Omitting all images, output the entries that follow exactly as written.

START SUPPLIED RECORDS

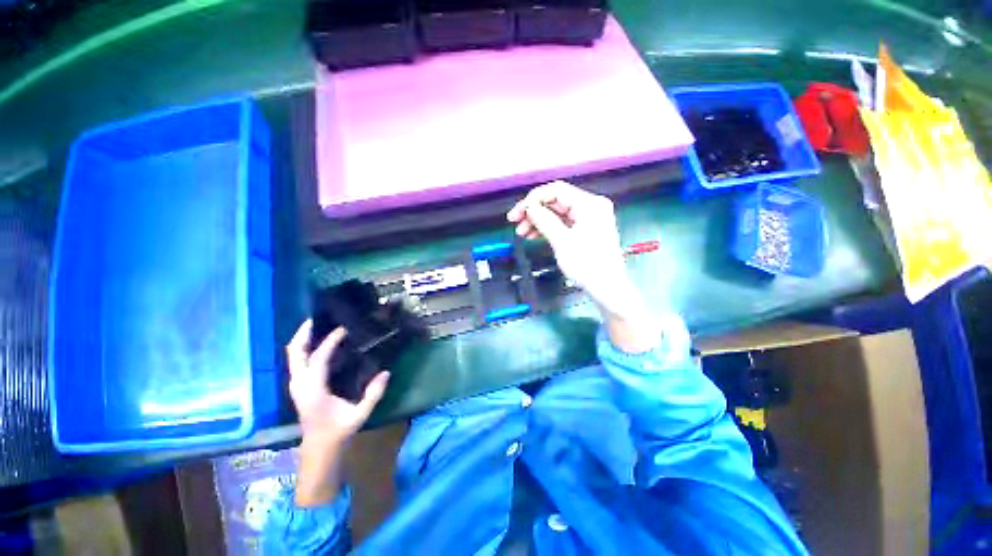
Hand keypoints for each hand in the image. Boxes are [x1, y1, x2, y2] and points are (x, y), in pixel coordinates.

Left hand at [286, 319, 389, 505]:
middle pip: (294, 353)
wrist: (319, 449)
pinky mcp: (299, 386)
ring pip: (293, 356)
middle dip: (303, 334)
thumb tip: (387, 372)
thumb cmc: (338, 432)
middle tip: (317, 319)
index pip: (318, 358)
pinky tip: (319, 344)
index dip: (330, 342)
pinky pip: (298, 361)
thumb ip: (373, 394)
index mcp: (313, 390)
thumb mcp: (359, 415)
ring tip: (317, 326)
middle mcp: (300, 384)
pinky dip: (306, 348)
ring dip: (303, 339)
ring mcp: (296, 385)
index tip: (344, 329)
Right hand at [507, 181, 659, 352]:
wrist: (607, 288)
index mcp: (589, 204)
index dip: (533, 199)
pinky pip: (563, 223)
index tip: (517, 213)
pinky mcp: (585, 229)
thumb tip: (528, 207)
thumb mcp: (562, 242)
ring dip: (538, 220)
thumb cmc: (587, 265)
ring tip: (522, 232)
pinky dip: (548, 227)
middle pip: (556, 201)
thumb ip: (544, 220)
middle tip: (515, 222)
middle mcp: (591, 206)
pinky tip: (534, 235)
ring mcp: (589, 218)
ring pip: (557, 212)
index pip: (556, 191)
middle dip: (534, 211)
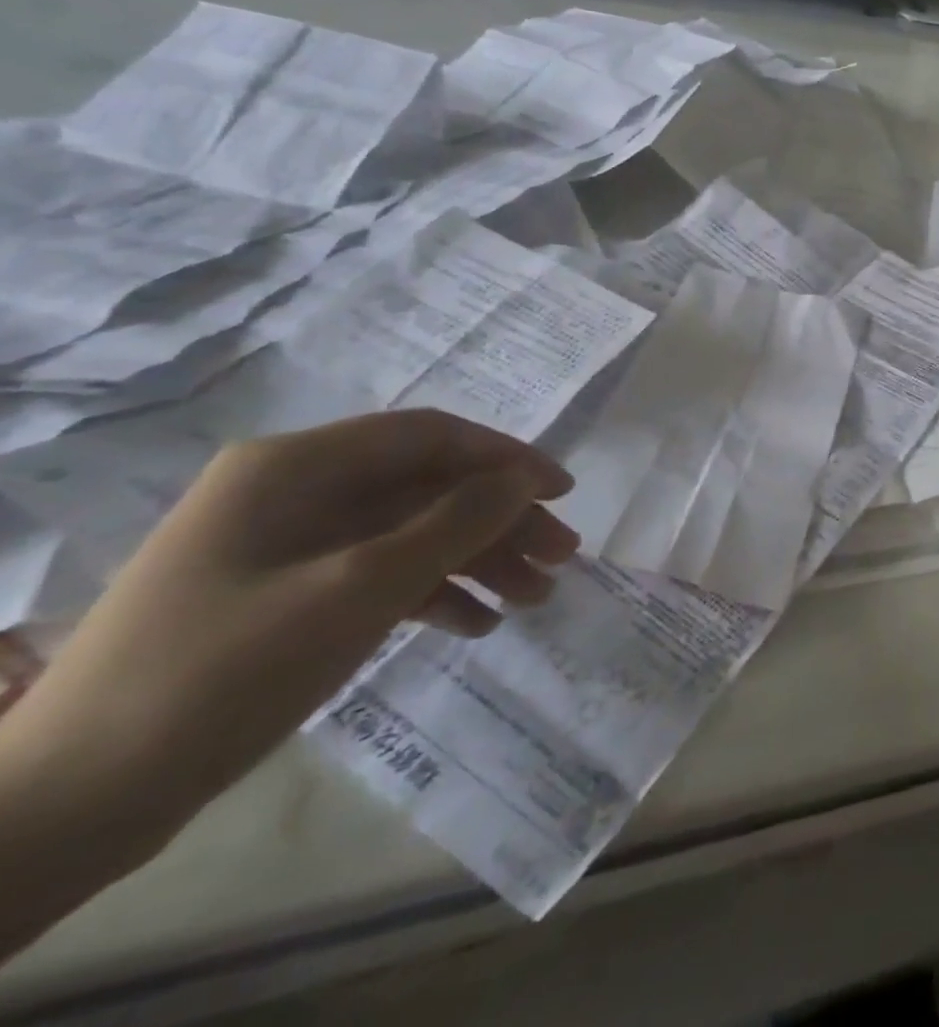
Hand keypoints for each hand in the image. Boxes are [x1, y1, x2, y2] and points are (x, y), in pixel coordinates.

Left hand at [6, 410, 576, 838]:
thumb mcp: (360, 588)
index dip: (506, 457)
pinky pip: (380, 574)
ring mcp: (288, 545)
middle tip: (561, 558)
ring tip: (534, 599)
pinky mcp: (286, 595)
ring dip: (477, 560)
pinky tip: (476, 625)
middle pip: (427, 487)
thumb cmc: (224, 671)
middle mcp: (295, 491)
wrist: (70, 806)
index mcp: (297, 466)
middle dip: (500, 521)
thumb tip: (525, 480)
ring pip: (411, 532)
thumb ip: (456, 523)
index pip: (431, 436)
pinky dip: (433, 593)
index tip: (563, 493)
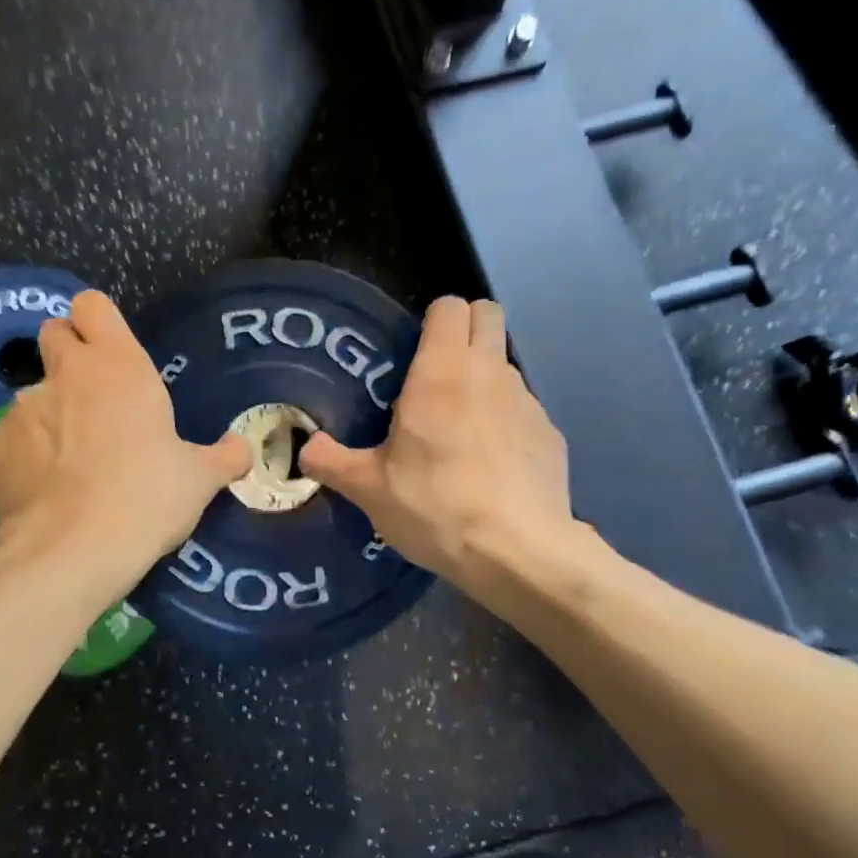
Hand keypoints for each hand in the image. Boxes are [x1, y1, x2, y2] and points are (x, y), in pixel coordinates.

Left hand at [0, 290, 249, 572]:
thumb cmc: (146, 498)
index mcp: (117, 366)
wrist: (71, 551)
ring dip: (52, 411)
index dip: (98, 322)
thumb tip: (241, 448)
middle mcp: (66, 373)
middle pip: (54, 333)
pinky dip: (29, 451)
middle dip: (69, 354)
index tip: (111, 352)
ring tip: (73, 461)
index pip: (91, 305)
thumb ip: (224, 456)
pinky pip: (14, 435)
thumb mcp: (199, 479)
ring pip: (34, 391)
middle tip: (94, 397)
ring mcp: (23, 408)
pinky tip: (48, 488)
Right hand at [299, 297, 583, 597]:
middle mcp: (489, 372)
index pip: (450, 305)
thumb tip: (305, 447)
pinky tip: (491, 464)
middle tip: (438, 371)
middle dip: (466, 328)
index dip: (433, 318)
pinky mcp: (551, 433)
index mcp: (441, 371)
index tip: (414, 349)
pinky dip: (506, 421)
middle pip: (488, 315)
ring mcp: (527, 401)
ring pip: (505, 364)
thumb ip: (330, 461)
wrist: (518, 552)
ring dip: (484, 379)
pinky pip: (523, 409)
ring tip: (460, 429)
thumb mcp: (369, 489)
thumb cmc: (435, 506)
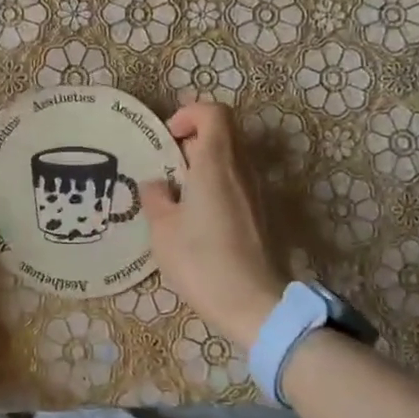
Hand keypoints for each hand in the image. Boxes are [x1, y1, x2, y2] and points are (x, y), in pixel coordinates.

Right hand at [139, 102, 288, 345]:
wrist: (254, 304)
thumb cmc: (202, 261)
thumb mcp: (163, 230)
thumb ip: (156, 198)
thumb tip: (156, 185)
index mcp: (216, 163)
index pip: (213, 113)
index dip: (189, 114)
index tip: (168, 138)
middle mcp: (241, 170)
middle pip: (223, 133)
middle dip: (193, 141)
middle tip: (168, 167)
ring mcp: (256, 192)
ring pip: (231, 159)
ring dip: (205, 165)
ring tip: (178, 195)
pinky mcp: (262, 214)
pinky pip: (237, 183)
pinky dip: (217, 186)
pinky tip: (198, 218)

END SUPPLIED RECORDS

■ **EXERCISE SOLUTION**:
Hand keypoints for each hand in the image. Boxes are [x1, y1, x2, y2] and points are (x, y), in pixel coordinates.

Left hand at [286, 319, 389, 505]:
middle pip: (294, 353)
wrist: (319, 449)
pinky mcp: (299, 386)
ring pip: (293, 356)
middle dip: (303, 334)
thumb tip: (387, 372)
thumb cmc: (338, 432)
middle tip: (317, 319)
index pip: (318, 358)
pinky tip: (319, 344)
index dip: (330, 342)
pinky pip: (298, 361)
thumb ip: (373, 394)
index mcp: (313, 390)
thumb mcp: (359, 415)
ring tip: (317, 326)
middle mcp: (300, 384)
pinky dip: (306, 348)
ring dip: (303, 339)
ring mcp: (296, 385)
index tip: (344, 329)
Right hand at [507, 181, 659, 352]:
wrist: (607, 288)
index mcp: (589, 204)
index dip: (533, 199)
pinky pip: (563, 223)
index tip: (517, 213)
pinky mcp: (585, 229)
thumb tip: (528, 207)
thumb mcp: (562, 242)
ring dip: (538, 220)
thumb cmc: (587, 265)
ring tip: (522, 232)
pinky dip: (548, 227)
middle pip: (556, 201)
thumb ip: (544, 220)
middle tip: (515, 222)
middle mcp: (591, 206)
pinky tip: (534, 235)
ring mcp: (589, 218)
ring pip: (557, 212)
index pip: (556, 191)
middle dip: (534, 211)
Hand keypoints for each hand in the image. Boxes are [x1, y1, x2, y2] and points are (x, y), in pixel coordinates.

Left hand at [6, 410, 576, 838]:
thumb mcp: (360, 588)
index dip: (506, 457)
pinky pip: (380, 574)
ring mcp: (288, 545)
middle tip: (561, 558)
ring tip: (534, 599)
pinky mcp: (286, 595)
ring dip: (477, 560)
pinky tip: (476, 625)
middle pip: (427, 487)
thumb cmc: (224, 671)
middle mcp: (295, 491)
wrist: (70, 806)
index mcp: (297, 466)
middle dip: (500, 521)
thumb tip: (525, 480)
ring pip: (411, 532)
thumb ip: (456, 523)
index pip: (431, 436)
pinky dip: (433, 593)
index tip: (563, 493)
Hand keypoints for each hand in the image. Boxes are [x1, y1, x2, y2] and points are (x, y), in pixel coordinates.

Left hand at [0, 290, 249, 572]:
thumb cmc: (146, 498)
index mcp: (117, 366)
wrist: (71, 551)
ring dip: (52, 411)
index dip: (98, 322)
thumb tip: (241, 448)
middle mcp: (66, 373)
middle pip: (54, 333)
pinky dip: (29, 451)
middle dip: (69, 354)
index tip: (111, 352)
ring tip: (73, 461)
index pip: (91, 305)
thumb ip: (224, 456)
pinky pip: (14, 435)
thumb mcp: (199, 479)
ring pip: (34, 391)
middle tip: (94, 397)
ring mcp: (23, 408)
pinky tip: (48, 488)
Right hand at [299, 297, 583, 597]:
middle mcp: (489, 372)
index pip: (450, 305)
thumb tip: (305, 447)
pinky tip: (491, 464)
middle tip: (438, 371)
middle dip: (466, 328)
index dip: (433, 318)
pinky mcp: (551, 433)
index mcp: (441, 371)
index tip: (414, 349)
pinky dip: (506, 421)
middle pip: (488, 315)
ring mcp: (527, 401)
ring pip: (505, 364)
thumb ip: (330, 461)
wrist: (518, 552)
ring dip: (484, 379)
pinky pip: (523, 409)
ring tip: (460, 429)
thumb mcp: (369, 489)
thumb cmc: (435, 506)
Hand keypoints for each hand in the image. Boxes are [x1, y1, x2, y2] and points are (x, y), in pixel coordinates.

Right hand at [139, 102, 288, 345]:
wrist: (254, 304)
thumb cmc: (202, 261)
thumb mcp: (163, 230)
thumb ip: (156, 198)
thumb tip: (156, 185)
index mcp: (216, 163)
index pip: (213, 113)
index dip: (189, 114)
index tip: (168, 138)
middle mcp: (241, 170)
middle pip: (223, 133)
middle dip: (193, 141)
middle tip: (168, 167)
ring mcp: (256, 192)
ring pip: (231, 159)
ring dip: (205, 165)
ring tip: (178, 195)
pinky mcp: (262, 214)
pinky pip: (237, 183)
pinky dip: (217, 186)
pinky tip: (198, 218)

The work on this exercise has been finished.